La firma estadounidense bajará definitivamente las persianas de su planta de Pueblo Esther en octubre, dejando a 70 trabajadores en la calle. La fábrica era la proveedora exclusiva de las butacas de la Chevrolet Tracker y su salida profundiza el complejo escenario de un sector que opera con actividad intermitente.
El entramado industrial y la cadena de valor automotriz sufrieron un duro revés tras confirmarse el cese de operaciones de una autopartista clave en el polo productivo del litoral. La multinacional de capitales norteamericanos Adient, encargada de la fabricación y provisión exclusiva de las butacas para el modelo Chevrolet Tracker, anunció el cierre definitivo de su planta fabril ubicada en Pueblo Esther, provincia de Santa Fe, pautado para el próximo mes de octubre. La drástica medida empresarial contempla la desvinculación total de sus 70 operarios actuales, una dotación que ya venía sufriendo un severo proceso de achicamiento desde el año 2019, cuando el establecimiento contaba con más de 200 empleados directos. A partir de la clausura de la planta argentina, la firma reconfigurará su estrategia logística regional y comenzará a abastecer la demanda de General Motors directamente desde sus instalaciones industriales ubicadas en Brasil, acelerando el proceso de sustitución de mano de obra local por componentes importados en un contexto de marcada recesión doméstica.
Desde la conducción de General Motors Argentina salieron a calmar las alarmas sectoriales aclarando que esta decisión de negocios autónoma de su proveedor no compromete la continuidad operativa de su propia planta de Alvear, reafirmando su permanencia comercial en el país a través de una matriz productiva que calificaron como sustentable.
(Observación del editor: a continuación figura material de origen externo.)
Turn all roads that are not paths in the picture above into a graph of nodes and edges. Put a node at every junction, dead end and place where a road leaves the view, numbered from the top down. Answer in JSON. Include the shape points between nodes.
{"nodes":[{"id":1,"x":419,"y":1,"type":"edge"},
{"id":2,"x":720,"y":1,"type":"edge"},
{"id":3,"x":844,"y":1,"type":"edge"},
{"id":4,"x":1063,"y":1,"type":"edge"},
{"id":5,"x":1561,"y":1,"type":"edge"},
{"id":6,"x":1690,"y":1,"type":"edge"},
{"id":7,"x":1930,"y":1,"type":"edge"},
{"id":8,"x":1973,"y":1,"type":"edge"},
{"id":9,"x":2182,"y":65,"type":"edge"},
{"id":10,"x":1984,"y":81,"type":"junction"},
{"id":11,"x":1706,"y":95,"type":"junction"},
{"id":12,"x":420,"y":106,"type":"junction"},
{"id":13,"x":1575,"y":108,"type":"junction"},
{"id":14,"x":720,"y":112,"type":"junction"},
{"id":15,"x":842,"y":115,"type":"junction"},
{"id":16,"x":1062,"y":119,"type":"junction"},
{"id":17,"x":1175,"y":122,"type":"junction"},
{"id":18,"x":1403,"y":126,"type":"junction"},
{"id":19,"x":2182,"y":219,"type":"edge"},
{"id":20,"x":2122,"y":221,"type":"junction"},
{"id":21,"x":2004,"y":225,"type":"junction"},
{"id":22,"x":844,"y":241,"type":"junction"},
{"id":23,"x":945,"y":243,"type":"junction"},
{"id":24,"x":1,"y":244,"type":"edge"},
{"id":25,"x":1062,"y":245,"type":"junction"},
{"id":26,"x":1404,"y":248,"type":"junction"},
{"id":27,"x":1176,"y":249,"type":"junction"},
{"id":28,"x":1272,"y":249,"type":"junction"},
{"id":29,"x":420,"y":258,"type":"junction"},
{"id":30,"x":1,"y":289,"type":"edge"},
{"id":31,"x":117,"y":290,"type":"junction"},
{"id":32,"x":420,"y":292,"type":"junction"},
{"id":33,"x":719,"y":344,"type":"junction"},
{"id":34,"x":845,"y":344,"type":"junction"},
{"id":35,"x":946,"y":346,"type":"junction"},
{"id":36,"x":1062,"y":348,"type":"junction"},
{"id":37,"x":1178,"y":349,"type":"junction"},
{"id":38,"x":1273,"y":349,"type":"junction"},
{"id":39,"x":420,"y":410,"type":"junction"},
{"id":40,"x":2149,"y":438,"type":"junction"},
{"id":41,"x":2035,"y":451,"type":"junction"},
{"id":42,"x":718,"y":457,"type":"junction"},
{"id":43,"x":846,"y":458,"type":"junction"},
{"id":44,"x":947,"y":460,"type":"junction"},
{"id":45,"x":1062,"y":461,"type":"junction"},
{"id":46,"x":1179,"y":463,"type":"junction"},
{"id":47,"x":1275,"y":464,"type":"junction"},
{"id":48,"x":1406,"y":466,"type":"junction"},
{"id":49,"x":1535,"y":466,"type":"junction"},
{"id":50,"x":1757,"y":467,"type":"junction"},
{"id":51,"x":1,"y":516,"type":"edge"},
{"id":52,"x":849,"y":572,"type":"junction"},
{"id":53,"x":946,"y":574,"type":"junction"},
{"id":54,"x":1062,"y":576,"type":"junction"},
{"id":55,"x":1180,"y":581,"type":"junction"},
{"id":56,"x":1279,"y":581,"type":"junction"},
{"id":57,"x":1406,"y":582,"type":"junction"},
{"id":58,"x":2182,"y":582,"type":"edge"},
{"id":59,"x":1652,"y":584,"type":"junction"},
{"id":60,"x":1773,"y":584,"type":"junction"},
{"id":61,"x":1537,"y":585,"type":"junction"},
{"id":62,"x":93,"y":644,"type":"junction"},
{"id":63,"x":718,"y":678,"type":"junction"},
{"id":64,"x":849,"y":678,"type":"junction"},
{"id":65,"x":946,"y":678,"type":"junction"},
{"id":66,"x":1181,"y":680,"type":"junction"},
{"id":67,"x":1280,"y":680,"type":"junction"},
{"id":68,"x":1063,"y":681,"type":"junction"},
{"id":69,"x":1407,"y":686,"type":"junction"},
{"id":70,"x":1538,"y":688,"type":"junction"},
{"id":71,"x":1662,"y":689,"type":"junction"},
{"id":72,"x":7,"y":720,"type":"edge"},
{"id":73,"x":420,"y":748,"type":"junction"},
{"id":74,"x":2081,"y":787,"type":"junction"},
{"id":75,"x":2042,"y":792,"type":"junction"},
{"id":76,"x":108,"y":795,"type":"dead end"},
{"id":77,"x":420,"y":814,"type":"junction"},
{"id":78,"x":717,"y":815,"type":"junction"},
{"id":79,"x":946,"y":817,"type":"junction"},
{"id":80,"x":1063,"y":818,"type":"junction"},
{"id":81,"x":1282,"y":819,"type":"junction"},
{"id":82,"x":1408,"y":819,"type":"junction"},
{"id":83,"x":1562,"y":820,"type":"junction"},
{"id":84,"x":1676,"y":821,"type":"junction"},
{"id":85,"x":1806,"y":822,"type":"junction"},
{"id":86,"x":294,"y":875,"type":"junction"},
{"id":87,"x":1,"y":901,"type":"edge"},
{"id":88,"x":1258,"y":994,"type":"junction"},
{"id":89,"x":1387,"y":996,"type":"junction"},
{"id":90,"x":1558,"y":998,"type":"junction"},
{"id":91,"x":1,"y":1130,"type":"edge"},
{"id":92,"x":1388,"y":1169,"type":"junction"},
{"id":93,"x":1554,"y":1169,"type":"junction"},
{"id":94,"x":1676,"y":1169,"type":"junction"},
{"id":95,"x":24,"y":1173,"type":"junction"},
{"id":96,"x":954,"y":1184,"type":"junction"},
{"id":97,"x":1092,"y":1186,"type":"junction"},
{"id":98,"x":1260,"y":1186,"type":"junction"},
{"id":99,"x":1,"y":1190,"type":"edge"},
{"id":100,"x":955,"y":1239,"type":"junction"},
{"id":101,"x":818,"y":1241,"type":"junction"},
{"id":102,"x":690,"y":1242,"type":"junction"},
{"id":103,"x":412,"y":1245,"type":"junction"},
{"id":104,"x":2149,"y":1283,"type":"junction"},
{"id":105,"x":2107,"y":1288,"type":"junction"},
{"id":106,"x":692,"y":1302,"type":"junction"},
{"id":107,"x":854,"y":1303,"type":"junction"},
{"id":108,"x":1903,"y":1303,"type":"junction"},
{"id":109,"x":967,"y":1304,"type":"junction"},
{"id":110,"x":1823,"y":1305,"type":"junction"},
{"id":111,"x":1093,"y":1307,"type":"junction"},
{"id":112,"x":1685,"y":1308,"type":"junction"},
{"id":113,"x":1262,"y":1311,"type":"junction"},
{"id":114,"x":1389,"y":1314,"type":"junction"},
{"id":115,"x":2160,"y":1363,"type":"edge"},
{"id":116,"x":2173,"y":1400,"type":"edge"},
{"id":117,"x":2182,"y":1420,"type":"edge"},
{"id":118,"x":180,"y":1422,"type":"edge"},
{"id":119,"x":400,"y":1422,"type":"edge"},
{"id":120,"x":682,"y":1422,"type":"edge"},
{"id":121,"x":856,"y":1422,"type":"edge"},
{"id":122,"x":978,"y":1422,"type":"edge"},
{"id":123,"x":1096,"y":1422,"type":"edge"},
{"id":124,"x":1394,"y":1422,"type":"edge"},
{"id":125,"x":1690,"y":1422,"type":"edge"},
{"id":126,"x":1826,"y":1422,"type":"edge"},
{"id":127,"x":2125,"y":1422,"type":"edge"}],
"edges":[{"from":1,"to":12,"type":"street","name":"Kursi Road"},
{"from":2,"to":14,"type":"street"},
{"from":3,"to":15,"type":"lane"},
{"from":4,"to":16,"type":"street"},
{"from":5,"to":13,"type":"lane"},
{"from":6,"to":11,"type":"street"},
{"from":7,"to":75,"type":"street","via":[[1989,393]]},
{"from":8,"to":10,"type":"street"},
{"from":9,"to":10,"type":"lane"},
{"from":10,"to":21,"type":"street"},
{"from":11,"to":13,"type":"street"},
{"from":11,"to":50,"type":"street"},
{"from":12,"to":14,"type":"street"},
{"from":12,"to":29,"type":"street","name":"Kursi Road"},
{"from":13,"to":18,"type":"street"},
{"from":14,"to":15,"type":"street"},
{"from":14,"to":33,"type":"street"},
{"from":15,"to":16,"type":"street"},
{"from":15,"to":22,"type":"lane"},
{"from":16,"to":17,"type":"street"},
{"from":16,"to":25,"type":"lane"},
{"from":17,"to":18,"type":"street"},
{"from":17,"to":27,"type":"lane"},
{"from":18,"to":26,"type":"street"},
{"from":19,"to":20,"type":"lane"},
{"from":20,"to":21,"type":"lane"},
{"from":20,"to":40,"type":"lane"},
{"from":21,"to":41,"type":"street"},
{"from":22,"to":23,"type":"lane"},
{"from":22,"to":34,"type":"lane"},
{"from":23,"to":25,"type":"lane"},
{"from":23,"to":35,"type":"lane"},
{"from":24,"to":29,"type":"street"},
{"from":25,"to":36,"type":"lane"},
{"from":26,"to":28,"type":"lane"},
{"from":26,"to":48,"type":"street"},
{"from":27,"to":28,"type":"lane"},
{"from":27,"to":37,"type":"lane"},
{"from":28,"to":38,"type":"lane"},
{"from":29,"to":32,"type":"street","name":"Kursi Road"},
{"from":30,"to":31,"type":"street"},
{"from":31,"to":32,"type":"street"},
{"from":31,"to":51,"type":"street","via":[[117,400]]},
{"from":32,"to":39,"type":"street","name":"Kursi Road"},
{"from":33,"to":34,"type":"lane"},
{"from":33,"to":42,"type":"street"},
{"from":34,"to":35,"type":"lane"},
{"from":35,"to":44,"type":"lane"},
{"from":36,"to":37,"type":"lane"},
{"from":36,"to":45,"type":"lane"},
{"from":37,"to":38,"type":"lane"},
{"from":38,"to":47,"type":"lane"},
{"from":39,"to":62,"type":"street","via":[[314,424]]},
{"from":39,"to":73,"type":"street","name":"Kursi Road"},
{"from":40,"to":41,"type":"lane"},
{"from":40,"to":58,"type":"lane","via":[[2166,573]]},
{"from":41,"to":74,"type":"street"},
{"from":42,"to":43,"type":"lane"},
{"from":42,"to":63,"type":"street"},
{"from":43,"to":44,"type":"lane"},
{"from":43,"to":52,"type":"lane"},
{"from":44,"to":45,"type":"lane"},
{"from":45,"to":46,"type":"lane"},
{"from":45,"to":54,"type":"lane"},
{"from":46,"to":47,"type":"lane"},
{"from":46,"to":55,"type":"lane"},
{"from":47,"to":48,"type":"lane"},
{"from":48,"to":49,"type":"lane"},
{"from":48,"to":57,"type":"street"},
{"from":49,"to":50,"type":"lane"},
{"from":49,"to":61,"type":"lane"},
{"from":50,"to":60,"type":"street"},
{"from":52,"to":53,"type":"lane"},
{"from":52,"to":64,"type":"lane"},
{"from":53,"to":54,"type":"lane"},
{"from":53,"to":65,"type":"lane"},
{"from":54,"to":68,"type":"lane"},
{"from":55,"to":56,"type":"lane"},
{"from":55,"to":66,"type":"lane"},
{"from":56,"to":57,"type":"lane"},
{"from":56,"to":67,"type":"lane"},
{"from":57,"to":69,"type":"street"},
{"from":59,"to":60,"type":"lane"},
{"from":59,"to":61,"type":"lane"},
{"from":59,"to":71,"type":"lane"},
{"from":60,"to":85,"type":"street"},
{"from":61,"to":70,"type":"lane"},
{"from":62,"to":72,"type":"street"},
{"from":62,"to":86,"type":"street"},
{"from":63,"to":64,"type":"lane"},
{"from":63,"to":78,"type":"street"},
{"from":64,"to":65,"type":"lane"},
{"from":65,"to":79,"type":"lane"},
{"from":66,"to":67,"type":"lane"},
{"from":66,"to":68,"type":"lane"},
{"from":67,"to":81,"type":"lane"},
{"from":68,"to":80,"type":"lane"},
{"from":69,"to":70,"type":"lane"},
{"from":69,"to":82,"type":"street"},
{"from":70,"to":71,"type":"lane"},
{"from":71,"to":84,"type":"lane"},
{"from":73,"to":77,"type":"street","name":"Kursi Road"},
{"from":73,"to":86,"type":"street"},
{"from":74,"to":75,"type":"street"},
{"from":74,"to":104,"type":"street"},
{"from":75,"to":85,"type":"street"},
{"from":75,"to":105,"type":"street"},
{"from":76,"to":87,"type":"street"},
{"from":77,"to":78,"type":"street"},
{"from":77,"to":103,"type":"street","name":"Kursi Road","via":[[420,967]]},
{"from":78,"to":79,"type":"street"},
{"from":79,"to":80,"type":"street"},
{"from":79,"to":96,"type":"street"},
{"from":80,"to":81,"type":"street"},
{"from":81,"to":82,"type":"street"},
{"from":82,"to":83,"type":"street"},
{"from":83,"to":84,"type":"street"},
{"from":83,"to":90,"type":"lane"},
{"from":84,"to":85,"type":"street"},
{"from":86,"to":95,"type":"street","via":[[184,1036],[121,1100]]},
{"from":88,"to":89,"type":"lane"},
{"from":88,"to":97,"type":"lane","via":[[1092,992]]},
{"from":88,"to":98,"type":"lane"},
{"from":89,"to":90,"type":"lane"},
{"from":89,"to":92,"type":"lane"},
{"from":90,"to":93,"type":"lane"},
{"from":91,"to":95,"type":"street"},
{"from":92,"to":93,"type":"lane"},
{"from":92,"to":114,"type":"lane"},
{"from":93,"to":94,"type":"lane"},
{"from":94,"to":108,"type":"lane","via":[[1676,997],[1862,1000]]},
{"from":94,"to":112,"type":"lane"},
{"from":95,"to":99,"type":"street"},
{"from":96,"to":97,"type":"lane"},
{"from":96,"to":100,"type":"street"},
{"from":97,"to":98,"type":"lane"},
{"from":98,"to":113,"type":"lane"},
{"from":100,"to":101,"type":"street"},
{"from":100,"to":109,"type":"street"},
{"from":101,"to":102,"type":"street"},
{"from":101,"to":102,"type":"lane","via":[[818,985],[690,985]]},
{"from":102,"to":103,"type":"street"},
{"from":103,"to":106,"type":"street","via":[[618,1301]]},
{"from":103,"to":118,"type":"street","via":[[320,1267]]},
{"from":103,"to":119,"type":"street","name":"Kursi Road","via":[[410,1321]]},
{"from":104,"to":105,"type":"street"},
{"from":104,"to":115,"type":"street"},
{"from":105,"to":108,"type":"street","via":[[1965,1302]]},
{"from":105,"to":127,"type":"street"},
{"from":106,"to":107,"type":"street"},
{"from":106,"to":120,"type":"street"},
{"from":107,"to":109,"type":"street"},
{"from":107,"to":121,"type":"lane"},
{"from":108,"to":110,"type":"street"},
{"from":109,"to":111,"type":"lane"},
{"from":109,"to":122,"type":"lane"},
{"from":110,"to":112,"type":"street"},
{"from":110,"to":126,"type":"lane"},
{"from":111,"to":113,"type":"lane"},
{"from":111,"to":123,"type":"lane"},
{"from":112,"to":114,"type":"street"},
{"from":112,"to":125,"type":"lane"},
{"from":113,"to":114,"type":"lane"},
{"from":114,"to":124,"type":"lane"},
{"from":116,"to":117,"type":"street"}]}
Sin embargo, fuentes del sector admitieron que Adient se encontraba sumamente vulnerable al depender de un único cliente institucional, cuya actividad fabril viene experimentando un marcado deterioro tras la discontinuación del modelo Chevrolet Cruze a fines de 2023, una pérdida que recortó la producción de la terminal automotriz a la mitad. Ante este escenario adverso de desabastecimiento de piezas y caída de ventas, la planta de Alvear debió reestructurar su plantilla laboral, pasando de 1.200 operarios a una dotación actual de 600 trabajadores tras registrar cerca de 800 bajas entre despidos y retiros voluntarios durante los últimos dos años.
La situación de crisis no es un fenómeno aislado sino que se inscribe en una contracción generalizada del sector autopartista nacional, con indicadores de la cámara AFAC que muestran un retroceso del 9,7% en el primer trimestre de 2026 en comparación con el mismo período de 2025. El sindicato mecánico SMATA intervino en el conflicto laboral logrando el compromiso de la patronal para abonar el pago total de las indemnizaciones de ley junto con un bono económico adicional, al tiempo que iniciaron gestiones urgentes para intentar reubicar a los operarios despedidos en otras plantas de la región, una tarea que reconocen compleja ante la parálisis general del sector. Las proyecciones para lo que resta del año continúan siendo desfavorables, previéndose que la terminal de General Motors mantenga un esquema de actividad intermitente con suspensiones de una semana por mes cobrando el 75% del salario, una dinámica defensiva orientada a administrar stocks frente a un mercado interno deprimido que el año pasado apenas arañó la fabricación de 20.000 unidades anuales, muy lejos del techo histórico de 55.000 vehículos alcanzado una década atrás.